### THE DATA
== Segment start ==
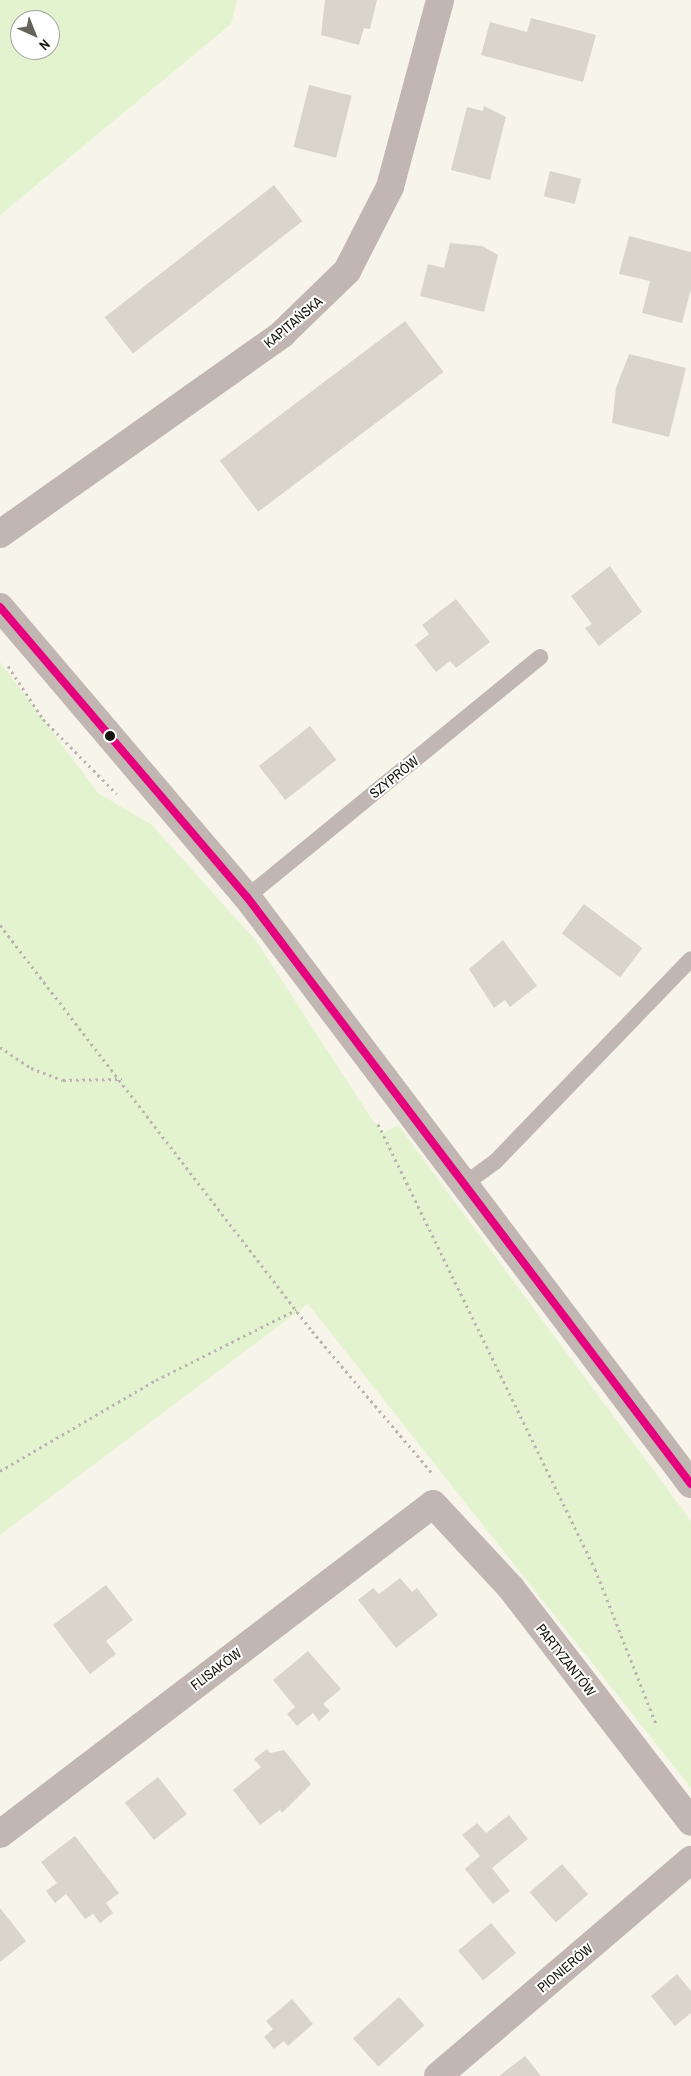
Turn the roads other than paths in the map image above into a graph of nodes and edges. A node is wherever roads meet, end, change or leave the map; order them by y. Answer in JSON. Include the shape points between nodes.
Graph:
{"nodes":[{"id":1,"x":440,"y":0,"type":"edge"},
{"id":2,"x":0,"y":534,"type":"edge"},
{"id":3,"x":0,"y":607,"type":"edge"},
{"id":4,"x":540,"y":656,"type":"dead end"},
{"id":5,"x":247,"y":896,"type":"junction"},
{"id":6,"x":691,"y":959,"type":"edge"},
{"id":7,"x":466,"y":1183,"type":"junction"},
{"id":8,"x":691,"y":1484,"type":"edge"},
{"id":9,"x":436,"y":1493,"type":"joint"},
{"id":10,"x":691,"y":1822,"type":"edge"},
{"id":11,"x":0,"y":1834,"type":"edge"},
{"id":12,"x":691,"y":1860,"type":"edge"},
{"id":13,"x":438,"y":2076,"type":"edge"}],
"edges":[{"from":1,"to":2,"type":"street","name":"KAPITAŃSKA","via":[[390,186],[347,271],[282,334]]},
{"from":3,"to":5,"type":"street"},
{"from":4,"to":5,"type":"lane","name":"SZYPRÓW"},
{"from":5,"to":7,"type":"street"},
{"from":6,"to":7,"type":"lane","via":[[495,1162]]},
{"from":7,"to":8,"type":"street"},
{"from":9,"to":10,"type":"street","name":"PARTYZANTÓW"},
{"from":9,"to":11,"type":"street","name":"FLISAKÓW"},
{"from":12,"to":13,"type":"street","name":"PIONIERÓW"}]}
== Segment end ==
== Segment start ==
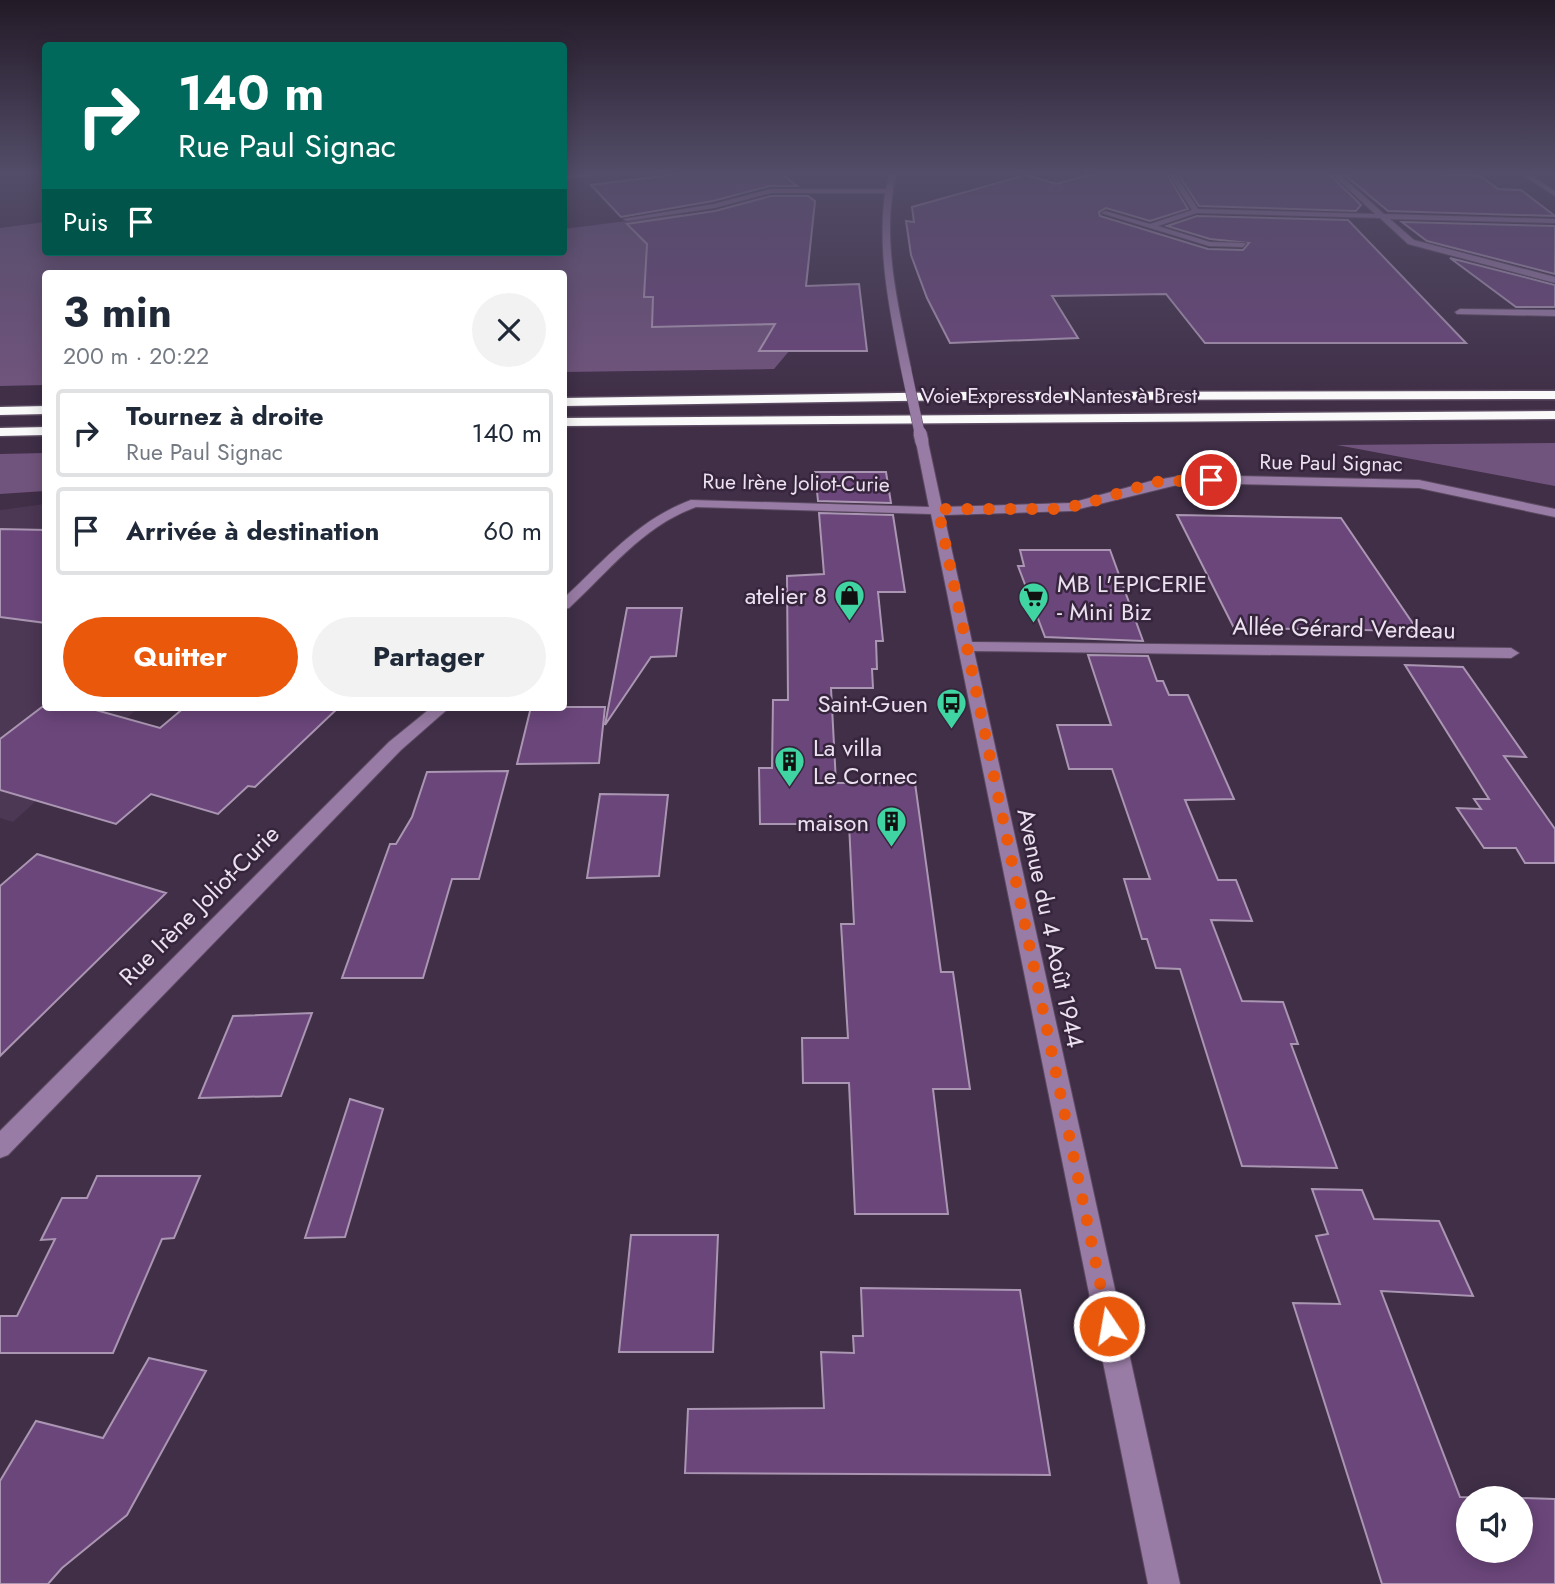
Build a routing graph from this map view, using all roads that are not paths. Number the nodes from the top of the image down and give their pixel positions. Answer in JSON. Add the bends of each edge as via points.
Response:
== Segment end ==
### TASK STATEMENT
Every line in the material above that has the word "roads" should be copied.

### RESPONSE AREA
Turn the roads other than paths in the map image above into a graph of nodes and edges. A node is wherever roads meet, end, change or leave the map; order them by y. Answer in JSON. Include the shape points between nodes.
Build a routing graph from this map view, using all roads that are not paths. Number the nodes from the top of the image down and give their pixel positions. Answer in JSON. Add the bends of each edge as via points.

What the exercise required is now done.